In the early 1900s my father along with three sisters and four brothers lived in an area in Baltimore then known as Goat Hill (long forgotten now) just off the end of 25th street and not far from what is now a Norfolk Southern rail yard.
Whenever there was a line of coal cars parked in the yard the word soon spread all around Goat Hill, Remington and Hampden and an army of adults and kids would swarm the area like fire ants on an ant hill intruder.
Some of the boys would climb up the cars and start kicking the mounds of coal to the adults and young girls below while others kept a eye out for any bulls (railroad cops).
My Irish grandmother, Estella "Stella" Mannion, even though a very devout Catholic, did not put this in the realm of stealing with her socialist reasoning being that the Big Railroad Men were cheating and stealing from the working people it was only right the working people get something back that was stolen from them.
Goat Hill supposedly came from the goats the families kept in their backyards for their milk.

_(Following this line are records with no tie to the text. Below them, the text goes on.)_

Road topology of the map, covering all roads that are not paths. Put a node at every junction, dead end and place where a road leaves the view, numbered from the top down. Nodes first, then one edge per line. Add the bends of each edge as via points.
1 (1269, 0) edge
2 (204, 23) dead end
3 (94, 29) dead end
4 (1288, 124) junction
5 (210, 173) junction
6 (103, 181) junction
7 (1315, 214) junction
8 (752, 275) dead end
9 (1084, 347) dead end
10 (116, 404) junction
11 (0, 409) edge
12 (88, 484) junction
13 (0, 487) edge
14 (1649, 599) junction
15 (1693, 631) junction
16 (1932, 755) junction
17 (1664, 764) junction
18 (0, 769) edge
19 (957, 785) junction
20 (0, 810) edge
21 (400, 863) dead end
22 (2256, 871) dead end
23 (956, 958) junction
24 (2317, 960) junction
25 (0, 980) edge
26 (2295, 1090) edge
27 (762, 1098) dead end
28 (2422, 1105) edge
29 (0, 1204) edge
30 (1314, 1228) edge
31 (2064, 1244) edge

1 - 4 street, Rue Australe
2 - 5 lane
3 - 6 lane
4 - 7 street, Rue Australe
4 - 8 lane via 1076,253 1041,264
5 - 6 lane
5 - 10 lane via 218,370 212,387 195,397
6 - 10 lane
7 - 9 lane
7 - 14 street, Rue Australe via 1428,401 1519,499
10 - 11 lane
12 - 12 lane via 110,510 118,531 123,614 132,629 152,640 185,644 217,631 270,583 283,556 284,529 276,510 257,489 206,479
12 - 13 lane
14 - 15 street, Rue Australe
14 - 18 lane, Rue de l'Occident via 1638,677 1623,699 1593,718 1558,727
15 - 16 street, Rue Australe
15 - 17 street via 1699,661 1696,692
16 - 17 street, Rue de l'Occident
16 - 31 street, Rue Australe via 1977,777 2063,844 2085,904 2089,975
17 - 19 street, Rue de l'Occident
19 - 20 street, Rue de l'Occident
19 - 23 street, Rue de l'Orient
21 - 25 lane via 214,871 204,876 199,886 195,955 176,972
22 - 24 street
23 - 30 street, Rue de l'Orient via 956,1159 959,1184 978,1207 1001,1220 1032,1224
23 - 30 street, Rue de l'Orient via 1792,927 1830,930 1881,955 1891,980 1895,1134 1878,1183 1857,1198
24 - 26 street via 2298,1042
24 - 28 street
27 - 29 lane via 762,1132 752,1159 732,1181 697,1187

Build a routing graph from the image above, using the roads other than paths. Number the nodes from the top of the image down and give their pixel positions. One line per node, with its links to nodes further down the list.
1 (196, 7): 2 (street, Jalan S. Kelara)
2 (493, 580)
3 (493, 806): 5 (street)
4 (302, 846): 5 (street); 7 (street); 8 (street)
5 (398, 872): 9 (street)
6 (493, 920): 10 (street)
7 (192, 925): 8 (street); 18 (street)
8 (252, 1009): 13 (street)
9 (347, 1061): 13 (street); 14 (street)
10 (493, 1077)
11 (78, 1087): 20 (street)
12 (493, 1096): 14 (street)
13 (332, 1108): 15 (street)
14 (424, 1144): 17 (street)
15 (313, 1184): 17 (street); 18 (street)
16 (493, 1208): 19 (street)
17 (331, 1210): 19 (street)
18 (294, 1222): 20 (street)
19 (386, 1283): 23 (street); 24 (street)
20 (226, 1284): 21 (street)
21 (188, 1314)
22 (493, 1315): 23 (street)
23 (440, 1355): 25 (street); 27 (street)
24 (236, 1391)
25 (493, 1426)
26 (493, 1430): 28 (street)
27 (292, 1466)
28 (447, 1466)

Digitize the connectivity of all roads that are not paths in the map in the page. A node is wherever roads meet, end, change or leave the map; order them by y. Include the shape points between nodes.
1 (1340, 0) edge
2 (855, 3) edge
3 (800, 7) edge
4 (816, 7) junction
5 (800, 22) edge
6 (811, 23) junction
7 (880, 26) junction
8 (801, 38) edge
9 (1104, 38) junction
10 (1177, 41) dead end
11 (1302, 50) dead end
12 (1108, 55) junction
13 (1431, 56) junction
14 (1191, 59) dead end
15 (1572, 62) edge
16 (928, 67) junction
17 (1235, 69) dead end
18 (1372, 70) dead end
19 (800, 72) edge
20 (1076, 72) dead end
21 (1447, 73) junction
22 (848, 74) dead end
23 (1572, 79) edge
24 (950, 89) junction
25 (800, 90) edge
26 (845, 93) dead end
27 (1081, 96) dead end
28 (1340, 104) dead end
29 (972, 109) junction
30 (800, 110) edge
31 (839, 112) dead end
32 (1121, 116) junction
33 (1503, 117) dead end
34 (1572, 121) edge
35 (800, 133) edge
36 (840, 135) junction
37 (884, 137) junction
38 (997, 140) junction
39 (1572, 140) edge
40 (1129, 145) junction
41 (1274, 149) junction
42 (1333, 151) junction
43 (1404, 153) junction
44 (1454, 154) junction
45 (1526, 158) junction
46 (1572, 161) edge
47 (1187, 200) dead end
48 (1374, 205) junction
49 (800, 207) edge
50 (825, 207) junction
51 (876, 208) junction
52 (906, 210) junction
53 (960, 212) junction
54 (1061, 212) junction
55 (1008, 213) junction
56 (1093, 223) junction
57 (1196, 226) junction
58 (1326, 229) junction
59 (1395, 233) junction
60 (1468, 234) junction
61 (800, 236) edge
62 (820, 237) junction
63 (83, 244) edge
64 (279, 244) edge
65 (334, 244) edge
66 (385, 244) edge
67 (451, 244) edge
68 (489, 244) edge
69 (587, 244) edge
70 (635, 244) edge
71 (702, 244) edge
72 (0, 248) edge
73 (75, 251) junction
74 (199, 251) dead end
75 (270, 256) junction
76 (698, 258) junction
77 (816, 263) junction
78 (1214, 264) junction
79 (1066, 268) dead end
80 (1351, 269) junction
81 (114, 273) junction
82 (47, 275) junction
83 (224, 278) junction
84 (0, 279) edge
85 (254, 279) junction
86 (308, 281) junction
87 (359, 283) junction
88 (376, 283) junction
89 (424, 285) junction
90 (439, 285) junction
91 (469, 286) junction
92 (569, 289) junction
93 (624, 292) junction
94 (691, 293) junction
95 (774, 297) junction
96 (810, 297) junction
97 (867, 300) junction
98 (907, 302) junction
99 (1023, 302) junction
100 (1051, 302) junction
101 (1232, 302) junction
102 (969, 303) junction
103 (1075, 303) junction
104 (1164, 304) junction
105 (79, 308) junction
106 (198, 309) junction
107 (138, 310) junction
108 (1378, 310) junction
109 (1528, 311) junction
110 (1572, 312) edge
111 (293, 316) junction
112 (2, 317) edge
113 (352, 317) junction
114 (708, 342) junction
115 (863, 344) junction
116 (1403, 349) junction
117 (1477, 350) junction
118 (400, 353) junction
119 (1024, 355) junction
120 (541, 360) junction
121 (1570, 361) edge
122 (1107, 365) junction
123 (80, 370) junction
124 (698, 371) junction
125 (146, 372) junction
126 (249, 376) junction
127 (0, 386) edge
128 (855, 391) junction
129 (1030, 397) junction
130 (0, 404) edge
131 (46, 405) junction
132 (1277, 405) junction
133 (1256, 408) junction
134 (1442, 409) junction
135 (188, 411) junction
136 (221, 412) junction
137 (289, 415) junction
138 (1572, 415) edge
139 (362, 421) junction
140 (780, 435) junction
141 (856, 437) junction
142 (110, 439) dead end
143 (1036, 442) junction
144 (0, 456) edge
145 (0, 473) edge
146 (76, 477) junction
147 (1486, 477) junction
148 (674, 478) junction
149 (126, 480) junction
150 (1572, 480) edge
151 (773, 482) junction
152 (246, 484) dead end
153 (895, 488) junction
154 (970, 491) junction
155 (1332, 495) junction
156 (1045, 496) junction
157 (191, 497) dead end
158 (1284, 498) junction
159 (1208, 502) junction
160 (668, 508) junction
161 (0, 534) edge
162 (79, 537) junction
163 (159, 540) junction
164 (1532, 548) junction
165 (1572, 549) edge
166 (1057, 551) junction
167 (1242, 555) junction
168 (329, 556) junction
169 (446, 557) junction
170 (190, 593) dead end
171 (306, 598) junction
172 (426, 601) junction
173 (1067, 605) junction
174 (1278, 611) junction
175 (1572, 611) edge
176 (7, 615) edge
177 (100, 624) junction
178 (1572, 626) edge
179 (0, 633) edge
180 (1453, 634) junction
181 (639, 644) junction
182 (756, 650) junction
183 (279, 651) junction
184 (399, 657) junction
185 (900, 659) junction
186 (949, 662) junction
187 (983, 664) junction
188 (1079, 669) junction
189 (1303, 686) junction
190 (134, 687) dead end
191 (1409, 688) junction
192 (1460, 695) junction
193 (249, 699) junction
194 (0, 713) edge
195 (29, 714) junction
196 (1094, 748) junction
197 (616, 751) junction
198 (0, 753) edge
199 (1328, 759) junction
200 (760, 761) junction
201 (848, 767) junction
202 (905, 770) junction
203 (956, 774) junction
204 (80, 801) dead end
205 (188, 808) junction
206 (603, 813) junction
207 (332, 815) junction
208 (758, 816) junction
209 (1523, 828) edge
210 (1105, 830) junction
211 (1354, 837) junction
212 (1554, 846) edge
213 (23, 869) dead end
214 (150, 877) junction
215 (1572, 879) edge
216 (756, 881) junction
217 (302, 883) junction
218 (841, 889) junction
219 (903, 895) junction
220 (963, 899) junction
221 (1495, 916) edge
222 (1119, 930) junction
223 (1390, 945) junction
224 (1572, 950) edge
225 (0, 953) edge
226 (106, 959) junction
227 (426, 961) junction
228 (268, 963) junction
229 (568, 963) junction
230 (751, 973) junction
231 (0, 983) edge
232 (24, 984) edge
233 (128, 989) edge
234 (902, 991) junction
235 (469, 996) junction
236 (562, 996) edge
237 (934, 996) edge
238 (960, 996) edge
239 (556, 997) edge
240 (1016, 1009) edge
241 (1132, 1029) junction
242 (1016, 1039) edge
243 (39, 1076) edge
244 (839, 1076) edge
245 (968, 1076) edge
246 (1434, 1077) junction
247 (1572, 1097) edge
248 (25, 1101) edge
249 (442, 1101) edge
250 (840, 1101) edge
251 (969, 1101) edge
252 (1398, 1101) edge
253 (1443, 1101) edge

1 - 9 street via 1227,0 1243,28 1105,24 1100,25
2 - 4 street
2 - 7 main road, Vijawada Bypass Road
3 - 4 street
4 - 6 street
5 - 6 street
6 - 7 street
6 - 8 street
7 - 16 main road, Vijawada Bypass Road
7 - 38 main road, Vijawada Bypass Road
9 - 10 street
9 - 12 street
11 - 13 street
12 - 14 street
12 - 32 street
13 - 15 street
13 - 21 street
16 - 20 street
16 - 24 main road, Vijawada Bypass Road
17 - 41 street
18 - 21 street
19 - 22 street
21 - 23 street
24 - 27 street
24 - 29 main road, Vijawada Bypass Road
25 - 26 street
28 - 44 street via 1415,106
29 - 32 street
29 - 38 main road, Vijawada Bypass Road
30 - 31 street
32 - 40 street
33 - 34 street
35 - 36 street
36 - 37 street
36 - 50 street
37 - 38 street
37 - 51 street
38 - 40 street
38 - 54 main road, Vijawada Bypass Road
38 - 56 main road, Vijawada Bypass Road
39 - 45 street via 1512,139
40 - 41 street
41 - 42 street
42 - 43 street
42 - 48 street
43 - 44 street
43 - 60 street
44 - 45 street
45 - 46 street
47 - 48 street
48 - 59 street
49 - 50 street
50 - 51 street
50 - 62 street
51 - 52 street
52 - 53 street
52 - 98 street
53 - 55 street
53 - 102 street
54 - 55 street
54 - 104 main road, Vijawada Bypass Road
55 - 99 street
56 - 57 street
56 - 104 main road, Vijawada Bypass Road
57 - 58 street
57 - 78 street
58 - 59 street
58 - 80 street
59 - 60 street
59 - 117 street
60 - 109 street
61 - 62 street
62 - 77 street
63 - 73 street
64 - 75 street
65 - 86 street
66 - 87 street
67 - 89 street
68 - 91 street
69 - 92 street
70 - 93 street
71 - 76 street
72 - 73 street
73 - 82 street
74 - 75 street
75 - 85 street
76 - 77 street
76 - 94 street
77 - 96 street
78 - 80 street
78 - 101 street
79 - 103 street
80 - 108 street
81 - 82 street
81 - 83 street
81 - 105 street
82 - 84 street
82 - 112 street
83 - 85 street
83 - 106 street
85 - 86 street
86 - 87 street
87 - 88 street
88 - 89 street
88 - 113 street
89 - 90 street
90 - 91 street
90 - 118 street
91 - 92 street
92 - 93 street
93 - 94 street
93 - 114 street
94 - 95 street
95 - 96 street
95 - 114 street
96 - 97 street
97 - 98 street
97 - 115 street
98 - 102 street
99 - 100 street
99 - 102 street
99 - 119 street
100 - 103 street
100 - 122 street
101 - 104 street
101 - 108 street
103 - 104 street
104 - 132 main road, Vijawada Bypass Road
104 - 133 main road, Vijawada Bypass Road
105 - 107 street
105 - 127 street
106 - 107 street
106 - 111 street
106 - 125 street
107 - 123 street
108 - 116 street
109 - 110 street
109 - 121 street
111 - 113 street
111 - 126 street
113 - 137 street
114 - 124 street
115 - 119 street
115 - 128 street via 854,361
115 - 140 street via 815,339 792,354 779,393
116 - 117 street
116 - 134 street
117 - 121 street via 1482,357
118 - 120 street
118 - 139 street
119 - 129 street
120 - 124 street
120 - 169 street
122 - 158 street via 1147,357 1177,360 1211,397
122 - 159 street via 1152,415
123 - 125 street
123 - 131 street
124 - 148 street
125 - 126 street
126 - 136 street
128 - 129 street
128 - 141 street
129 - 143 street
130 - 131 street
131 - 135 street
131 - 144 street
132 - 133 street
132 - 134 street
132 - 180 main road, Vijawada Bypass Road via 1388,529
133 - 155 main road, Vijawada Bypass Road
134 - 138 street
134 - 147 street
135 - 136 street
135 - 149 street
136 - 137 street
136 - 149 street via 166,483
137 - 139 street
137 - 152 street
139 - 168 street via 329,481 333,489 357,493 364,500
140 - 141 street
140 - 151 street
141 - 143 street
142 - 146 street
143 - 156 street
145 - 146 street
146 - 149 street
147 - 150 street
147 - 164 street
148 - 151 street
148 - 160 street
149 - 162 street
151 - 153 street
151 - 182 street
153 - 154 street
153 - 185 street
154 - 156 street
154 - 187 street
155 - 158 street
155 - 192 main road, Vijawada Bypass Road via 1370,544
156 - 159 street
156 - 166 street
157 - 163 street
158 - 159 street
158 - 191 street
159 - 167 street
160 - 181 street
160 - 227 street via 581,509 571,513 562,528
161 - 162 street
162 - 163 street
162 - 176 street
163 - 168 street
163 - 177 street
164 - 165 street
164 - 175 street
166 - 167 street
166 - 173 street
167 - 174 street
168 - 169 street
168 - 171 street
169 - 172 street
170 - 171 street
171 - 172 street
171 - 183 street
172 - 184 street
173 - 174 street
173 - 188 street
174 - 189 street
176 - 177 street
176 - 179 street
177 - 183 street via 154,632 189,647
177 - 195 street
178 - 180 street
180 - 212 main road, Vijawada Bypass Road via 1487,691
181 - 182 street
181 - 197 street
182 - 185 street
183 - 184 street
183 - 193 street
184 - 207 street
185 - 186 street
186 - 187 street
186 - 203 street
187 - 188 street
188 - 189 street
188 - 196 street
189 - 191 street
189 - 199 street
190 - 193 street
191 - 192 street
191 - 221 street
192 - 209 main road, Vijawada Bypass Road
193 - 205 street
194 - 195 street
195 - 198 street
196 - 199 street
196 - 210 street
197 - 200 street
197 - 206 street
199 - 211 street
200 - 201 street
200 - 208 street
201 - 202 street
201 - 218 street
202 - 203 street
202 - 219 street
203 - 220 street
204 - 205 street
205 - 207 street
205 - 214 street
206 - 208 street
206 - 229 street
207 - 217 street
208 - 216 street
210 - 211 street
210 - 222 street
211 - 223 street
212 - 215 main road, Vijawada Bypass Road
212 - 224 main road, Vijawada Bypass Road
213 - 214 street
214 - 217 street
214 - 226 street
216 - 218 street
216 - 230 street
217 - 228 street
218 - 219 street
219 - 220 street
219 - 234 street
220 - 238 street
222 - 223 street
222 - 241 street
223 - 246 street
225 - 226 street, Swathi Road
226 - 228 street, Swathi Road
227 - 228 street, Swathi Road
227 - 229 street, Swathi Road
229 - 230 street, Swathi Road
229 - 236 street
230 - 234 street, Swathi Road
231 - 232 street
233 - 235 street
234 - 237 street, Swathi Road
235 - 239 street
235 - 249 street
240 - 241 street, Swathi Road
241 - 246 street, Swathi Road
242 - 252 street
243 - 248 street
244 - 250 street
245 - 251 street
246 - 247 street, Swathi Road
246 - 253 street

My father and uncles always bragged they grew up so strong and handsome because of the goat milk.
I live in Australia and steam locomotives ran the rails until the 1970's. In the mining village where I lived the last steam locomotive was retired in October 1967 and replaced by a diesel-hydraulic GE 44 tonner. As a young boy, I lived very close to the railroad tracks. My mum would send my brothers and me off with a metal bucket to pick up loose coal that fell from the locomotive tender as it went about its business. We were lucky though. The engineer, a chap named Laurie, was a family friend and sometimes he would stop and shovel coal into our buckets to save us some time. Great Photo! It brought back a good memory.
My father told us that he would look for coal along the tracks putting the finds into a burlap bag. This would have been around 1930 in the Wilson section of Clairton, PA.
My grandmother, who is 101, tells how she and her brother would go and collect coal that fell from the train, so they would have heat. Her father had abandoned the family and her mother did laundry to keep them alive. My grandmother said that sometimes the train folks even threw out coal on purpose for them.